Activists protest Jeff Bezos at his Manhattan apartment on Amazon’s Prime Day

Protesters demonstrated at the Manhattan home of Amazon founder Jeff Bezos on Prime Day, condemning the tech mogul for his company’s alleged connections to Immigration and Customs Enforcement (ICE). (Photo by Maria Rocha-Buschel)

By Maria Rocha-Buschel

Immigration activists attempted to deliver more than 270,000 petitions to Amazon founder Jeff Bezos during a protest at his new home across from Madison Square Park during a protest on Monday afternoon during Amazon’s Prime Day. Activists were calling on Bezos to cut ties with Immigration and Customs Enforcement (ICE) and end abusive working conditions at Amazon warehouses.

The company started Prime Day last year offering deals for members of the Amazon Prime and the protest was organized specifically on Prime Day as part of a national day of action against the company. Representatives and activists from New York Communities for Change, Make the Road New York, ALIGN NY, NYC-DSA, Mijente, DRUM, JFREJ, MPower Change, Workers United SEIU, Tech Workers Coalition and Chhaya CDC, as well as immigrant families and former Amazon workers, participated in the protest, which started on the northern end of Madison Square Park and marched to the West 26th Street entrance of Bezos’ apartment at 212 Fifth Avenue.

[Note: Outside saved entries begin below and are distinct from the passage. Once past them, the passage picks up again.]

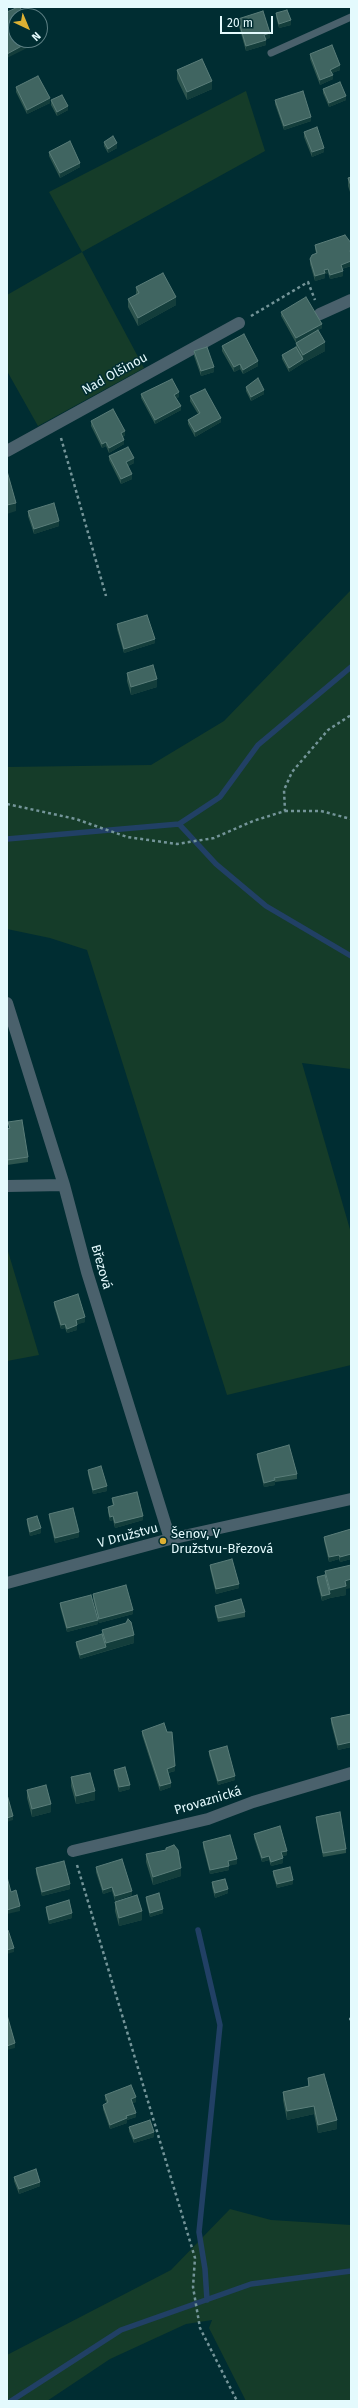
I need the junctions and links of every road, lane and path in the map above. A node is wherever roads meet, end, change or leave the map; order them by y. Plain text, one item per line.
1 (351, 17) edge
2 (271, 53) dead end
3 (351, 300) edge
4 (320, 314) joint
5 (239, 323) joint
6 (57, 422) junction
7 (7, 451) edge
8 (106, 596) dead end
9 (351, 715) edge
10 (7, 804) edge
11 (285, 810) junction
12 (351, 819) edge
13 (7, 1003) edge
14 (64, 1185) junction
15 (7, 1186) edge
16 (351, 1499) edge
17 (170, 1539) junction
18 (7, 1583) edge
19 (351, 1773) edge
20 (73, 1851) joint
21 (237, 2401) edge

1 - 2 lane
3 - 4 street
4 - 5 path
5 - 6 street, Nad Olšinou
6 - 7 street, Nad Olšinou
6 - 8 path
9 - 11 path
10 - 11 path
11 - 12 path
13 - 14 street, Březová
14 - 15 street
14 - 17 street, Březová
16 - 17 street, V Družstvu
17 - 18 street, V Družstvu
19 - 20 street, Provaznická
20 - 21 path

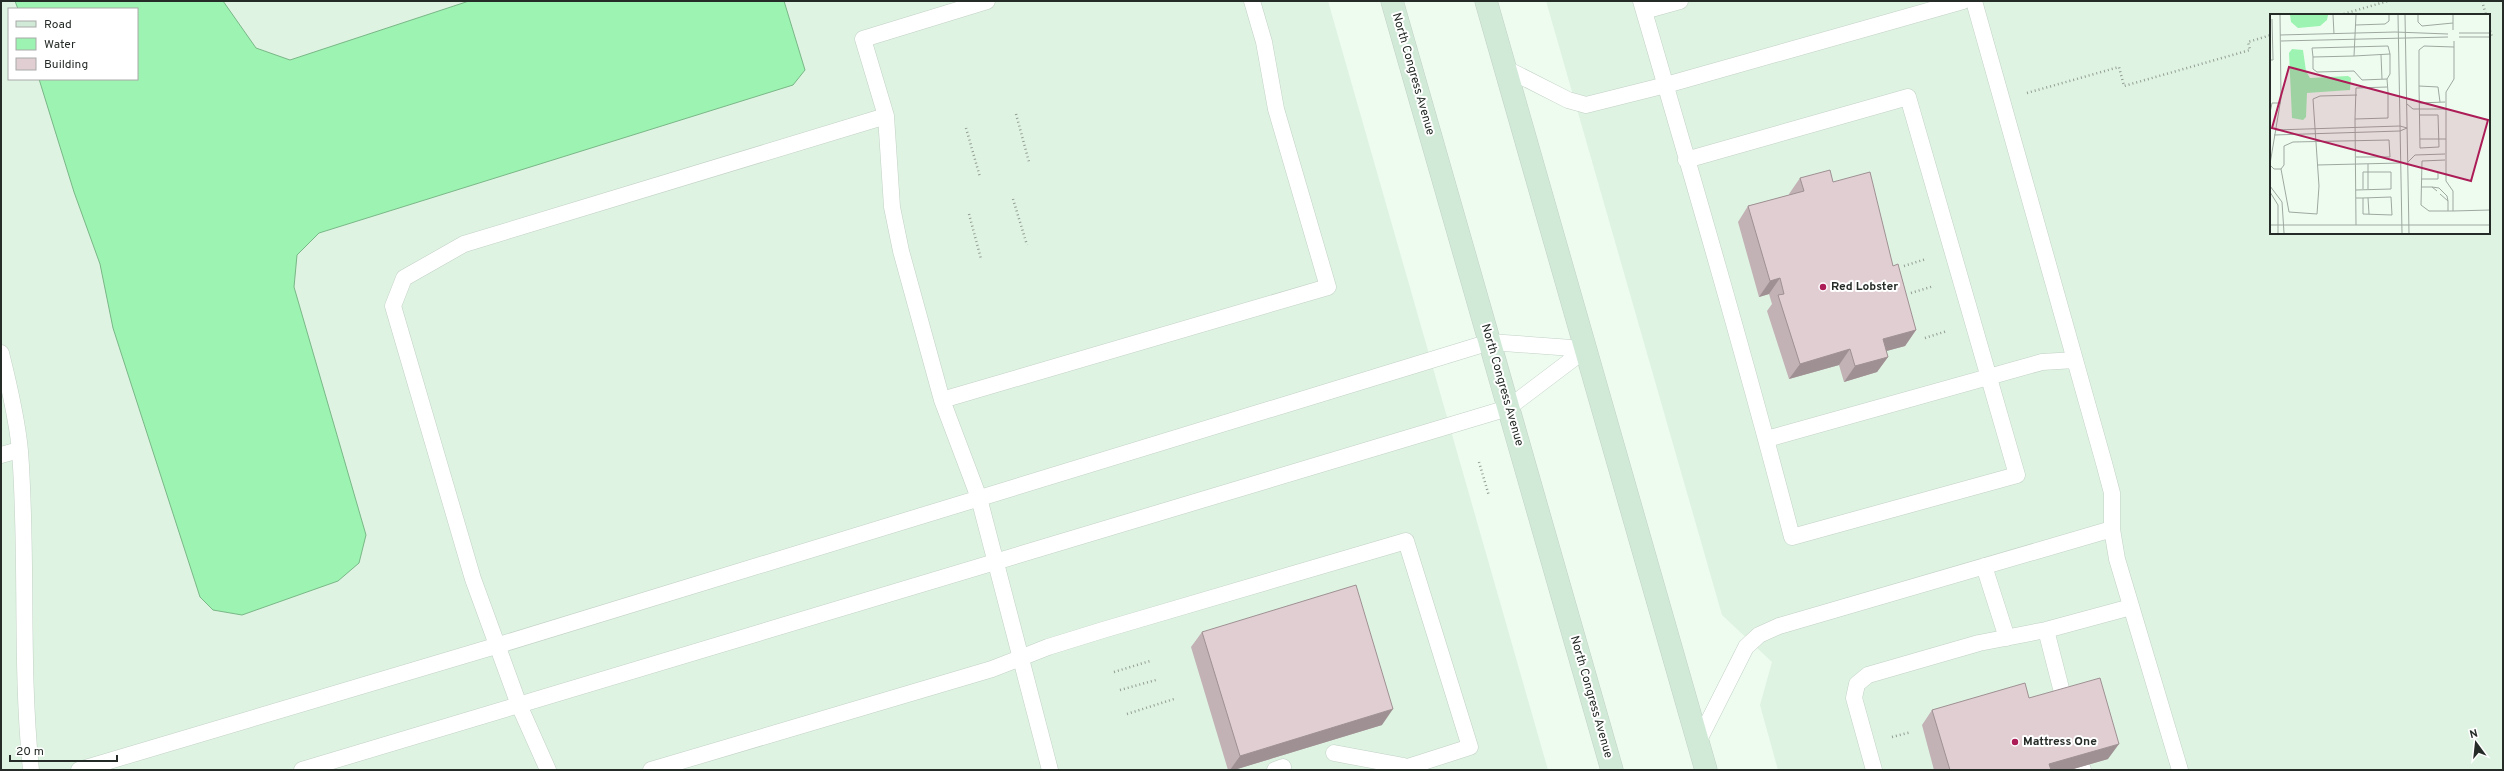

Curbed reported at the beginning of June that Bezos had purchased three condos, including a penthouse previously listed for $58 million, in the building. The penthouse that Bezos reportedly purchased is a triplex with five bedrooms, five bathrooms and almost 6,000 square feet of outdoor space. The Wall Street Journal reported that the total value of the apartments Bezos bought in the building was around $80 million.

One former Amazon warehouse worker who spoke at the protest, detailing the long hours with no breaks that employees have reportedly been subjected to. While speaking about working with insufficient lunch and bathroom breaks, the former Amazon employee held up a clear water bottle with an unnamed yellow liquid, although an organizer assured protesters that the mystery liquid was not urine.